→ AIM OF THE TASK:
Locate the line containing "Write the network" in the data below. Reproduce it and every following line up to the end, exactly as given.

[Collected data]
== == ==

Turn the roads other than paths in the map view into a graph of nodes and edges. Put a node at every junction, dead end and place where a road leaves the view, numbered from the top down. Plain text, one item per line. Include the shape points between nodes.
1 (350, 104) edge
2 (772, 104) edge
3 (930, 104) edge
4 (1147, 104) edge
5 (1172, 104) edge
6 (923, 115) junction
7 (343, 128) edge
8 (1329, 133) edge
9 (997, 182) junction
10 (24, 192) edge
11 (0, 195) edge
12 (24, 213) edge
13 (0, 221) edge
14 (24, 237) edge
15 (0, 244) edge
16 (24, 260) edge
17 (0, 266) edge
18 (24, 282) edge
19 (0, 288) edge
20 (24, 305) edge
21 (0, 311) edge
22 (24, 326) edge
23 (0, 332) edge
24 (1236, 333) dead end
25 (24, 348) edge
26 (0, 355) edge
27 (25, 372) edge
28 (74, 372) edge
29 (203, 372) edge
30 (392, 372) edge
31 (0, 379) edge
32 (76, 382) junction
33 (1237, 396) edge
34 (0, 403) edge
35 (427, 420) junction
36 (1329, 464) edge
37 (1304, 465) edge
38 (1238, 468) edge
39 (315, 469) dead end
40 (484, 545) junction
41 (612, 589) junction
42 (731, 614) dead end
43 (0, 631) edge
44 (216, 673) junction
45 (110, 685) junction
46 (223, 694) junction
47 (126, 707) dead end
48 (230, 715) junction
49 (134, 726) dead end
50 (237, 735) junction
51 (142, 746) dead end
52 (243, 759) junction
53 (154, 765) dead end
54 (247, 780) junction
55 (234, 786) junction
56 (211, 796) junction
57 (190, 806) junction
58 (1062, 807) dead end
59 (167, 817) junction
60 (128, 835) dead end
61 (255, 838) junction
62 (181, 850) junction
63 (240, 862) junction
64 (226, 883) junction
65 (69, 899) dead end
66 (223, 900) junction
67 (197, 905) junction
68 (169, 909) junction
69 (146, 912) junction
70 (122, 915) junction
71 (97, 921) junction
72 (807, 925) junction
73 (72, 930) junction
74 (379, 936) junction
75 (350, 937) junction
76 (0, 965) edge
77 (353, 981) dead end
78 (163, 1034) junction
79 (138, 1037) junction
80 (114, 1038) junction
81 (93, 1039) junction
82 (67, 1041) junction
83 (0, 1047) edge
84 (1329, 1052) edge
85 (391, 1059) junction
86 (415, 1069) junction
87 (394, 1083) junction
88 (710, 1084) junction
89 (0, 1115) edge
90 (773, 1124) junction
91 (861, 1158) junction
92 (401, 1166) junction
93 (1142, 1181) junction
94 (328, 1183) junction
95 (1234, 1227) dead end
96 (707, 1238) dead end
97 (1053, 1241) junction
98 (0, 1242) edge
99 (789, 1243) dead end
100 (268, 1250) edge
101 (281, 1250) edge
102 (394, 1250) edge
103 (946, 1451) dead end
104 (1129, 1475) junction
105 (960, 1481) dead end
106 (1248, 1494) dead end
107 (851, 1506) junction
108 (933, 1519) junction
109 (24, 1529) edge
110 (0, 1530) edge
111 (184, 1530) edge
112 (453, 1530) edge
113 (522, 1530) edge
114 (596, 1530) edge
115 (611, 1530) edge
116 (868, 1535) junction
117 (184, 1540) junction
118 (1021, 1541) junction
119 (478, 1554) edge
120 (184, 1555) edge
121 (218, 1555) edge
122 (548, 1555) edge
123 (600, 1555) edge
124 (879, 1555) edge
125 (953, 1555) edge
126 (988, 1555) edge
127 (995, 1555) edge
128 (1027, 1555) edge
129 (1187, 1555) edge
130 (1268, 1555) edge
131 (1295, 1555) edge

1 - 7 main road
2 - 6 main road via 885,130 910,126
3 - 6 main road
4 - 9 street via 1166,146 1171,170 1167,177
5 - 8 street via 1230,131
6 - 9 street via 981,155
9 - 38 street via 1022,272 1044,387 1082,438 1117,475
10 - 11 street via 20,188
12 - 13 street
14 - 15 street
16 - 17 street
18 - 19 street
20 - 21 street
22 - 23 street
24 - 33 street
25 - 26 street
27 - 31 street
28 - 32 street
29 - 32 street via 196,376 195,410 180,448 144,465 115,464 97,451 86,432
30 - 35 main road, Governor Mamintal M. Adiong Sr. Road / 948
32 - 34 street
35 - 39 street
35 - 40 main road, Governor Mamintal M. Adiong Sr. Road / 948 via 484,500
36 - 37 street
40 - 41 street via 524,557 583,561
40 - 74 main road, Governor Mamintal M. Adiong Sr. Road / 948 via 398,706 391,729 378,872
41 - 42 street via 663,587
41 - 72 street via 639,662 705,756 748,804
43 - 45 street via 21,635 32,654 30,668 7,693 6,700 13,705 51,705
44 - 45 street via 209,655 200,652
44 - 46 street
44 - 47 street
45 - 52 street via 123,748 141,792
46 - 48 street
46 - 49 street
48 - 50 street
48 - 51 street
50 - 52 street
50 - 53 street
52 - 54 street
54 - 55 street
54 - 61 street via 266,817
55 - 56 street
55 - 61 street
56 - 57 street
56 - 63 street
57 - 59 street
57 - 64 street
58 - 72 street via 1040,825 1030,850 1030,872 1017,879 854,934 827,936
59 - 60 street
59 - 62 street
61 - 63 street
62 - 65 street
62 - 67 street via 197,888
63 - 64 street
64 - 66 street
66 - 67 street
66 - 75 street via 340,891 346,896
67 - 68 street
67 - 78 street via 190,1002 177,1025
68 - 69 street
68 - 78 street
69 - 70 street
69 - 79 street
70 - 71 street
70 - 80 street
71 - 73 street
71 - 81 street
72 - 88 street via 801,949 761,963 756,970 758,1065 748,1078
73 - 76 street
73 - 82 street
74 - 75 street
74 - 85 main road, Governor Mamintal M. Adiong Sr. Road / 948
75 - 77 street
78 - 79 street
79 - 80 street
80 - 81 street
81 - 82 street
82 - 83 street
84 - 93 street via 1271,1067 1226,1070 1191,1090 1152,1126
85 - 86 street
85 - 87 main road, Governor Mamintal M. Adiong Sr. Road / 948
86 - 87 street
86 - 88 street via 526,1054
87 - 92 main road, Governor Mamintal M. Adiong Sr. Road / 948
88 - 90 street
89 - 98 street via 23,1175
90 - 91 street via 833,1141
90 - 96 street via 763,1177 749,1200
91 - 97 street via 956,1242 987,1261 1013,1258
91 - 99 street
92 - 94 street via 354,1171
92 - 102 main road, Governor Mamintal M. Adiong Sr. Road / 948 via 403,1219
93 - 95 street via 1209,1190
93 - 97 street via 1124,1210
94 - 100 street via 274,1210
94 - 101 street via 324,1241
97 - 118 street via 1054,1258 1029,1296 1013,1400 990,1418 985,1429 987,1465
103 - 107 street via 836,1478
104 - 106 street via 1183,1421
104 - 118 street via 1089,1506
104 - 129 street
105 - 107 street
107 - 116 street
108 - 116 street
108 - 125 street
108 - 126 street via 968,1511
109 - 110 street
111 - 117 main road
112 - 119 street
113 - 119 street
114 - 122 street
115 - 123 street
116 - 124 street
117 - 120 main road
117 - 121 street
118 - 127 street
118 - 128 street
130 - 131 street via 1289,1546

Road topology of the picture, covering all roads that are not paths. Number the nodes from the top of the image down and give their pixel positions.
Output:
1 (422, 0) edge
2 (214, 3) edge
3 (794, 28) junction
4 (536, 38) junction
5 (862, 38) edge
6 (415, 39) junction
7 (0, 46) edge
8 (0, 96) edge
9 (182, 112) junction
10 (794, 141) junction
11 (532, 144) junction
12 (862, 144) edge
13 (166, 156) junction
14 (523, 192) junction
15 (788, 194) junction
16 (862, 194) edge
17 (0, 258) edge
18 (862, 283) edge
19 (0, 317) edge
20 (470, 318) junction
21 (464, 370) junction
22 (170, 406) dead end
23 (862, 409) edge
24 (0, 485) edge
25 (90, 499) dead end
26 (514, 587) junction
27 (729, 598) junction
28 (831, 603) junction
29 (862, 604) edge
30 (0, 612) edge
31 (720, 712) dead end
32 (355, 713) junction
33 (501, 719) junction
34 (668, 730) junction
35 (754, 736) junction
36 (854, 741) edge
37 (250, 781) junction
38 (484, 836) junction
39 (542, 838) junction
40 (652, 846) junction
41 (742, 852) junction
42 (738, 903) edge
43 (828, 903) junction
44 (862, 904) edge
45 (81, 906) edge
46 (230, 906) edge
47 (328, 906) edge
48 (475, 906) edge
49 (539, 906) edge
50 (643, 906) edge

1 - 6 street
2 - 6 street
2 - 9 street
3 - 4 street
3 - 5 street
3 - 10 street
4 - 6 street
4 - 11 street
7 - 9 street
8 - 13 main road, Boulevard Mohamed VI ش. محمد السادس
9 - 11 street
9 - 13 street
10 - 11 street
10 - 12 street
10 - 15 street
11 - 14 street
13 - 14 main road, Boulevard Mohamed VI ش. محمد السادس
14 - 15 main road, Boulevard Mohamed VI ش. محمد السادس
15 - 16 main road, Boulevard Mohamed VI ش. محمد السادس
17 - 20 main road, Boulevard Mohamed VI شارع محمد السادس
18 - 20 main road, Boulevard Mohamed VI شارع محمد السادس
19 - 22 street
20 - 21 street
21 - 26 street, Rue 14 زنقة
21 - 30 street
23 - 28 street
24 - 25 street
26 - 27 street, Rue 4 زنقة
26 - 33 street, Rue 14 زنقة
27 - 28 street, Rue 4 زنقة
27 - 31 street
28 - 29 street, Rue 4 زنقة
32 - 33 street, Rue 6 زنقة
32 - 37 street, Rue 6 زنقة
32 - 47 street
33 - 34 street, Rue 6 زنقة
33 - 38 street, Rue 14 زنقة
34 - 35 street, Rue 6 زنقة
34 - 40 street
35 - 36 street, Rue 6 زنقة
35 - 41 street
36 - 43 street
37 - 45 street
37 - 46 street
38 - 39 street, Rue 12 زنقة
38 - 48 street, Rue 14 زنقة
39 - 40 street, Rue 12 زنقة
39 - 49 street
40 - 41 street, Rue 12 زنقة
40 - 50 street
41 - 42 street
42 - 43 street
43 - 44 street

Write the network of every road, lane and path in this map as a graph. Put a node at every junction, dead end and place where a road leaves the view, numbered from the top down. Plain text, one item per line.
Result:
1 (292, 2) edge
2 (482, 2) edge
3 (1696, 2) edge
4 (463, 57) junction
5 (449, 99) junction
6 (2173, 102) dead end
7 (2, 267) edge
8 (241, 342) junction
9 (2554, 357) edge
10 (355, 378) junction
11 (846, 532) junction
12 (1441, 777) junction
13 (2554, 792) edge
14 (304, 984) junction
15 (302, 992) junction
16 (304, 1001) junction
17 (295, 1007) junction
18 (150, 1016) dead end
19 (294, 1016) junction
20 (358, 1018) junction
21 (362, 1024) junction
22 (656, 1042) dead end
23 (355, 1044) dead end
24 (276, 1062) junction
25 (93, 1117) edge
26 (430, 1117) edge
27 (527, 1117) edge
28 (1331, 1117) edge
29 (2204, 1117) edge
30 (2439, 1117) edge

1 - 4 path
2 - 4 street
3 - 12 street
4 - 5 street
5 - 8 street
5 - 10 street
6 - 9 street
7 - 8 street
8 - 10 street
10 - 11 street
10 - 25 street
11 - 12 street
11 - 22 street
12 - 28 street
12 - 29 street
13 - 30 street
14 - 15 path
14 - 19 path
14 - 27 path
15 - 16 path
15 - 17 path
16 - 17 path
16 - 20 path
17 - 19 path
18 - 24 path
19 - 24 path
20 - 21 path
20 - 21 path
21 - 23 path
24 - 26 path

== == ==

→ EXPECTED ANSWER:
Write the network of every road, lane and path in this map as a graph. Put a node at every junction, dead end and place where a road leaves the view, numbered from the top down. Plain text, one item per line.
Result:
1 (292, 2) edge
2 (482, 2) edge
3 (1696, 2) edge
4 (463, 57) junction
5 (449, 99) junction
6 (2173, 102) dead end
7 (2, 267) edge
8 (241, 342) junction
9 (2554, 357) edge
10 (355, 378) junction
11 (846, 532) junction
12 (1441, 777) junction
13 (2554, 792) edge
14 (304, 984) junction
15 (302, 992) junction
16 (304, 1001) junction
17 (295, 1007) junction
18 (150, 1016) dead end
19 (294, 1016) junction
20 (358, 1018) junction
21 (362, 1024) junction
22 (656, 1042) dead end
23 (355, 1044) dead end
24 (276, 1062) junction
25 (93, 1117) edge
26 (430, 1117) edge
27 (527, 1117) edge
28 (1331, 1117) edge
29 (2204, 1117) edge
30 (2439, 1117) edge

1 - 4 path
2 - 4 street
3 - 12 street
4 - 5 street
5 - 8 street
5 - 10 street
6 - 9 street
7 - 8 street
8 - 10 street
10 - 11 street
10 - 25 street
11 - 12 street
11 - 22 street
12 - 28 street
12 - 29 street
13 - 30 street
14 - 15 path
14 - 19 path
14 - 27 path
15 - 16 path
15 - 17 path
16 - 17 path
16 - 20 path
17 - 19 path
18 - 24 path
19 - 24 path
20 - 21 path
20 - 21 path
21 - 23 path
24 - 26 path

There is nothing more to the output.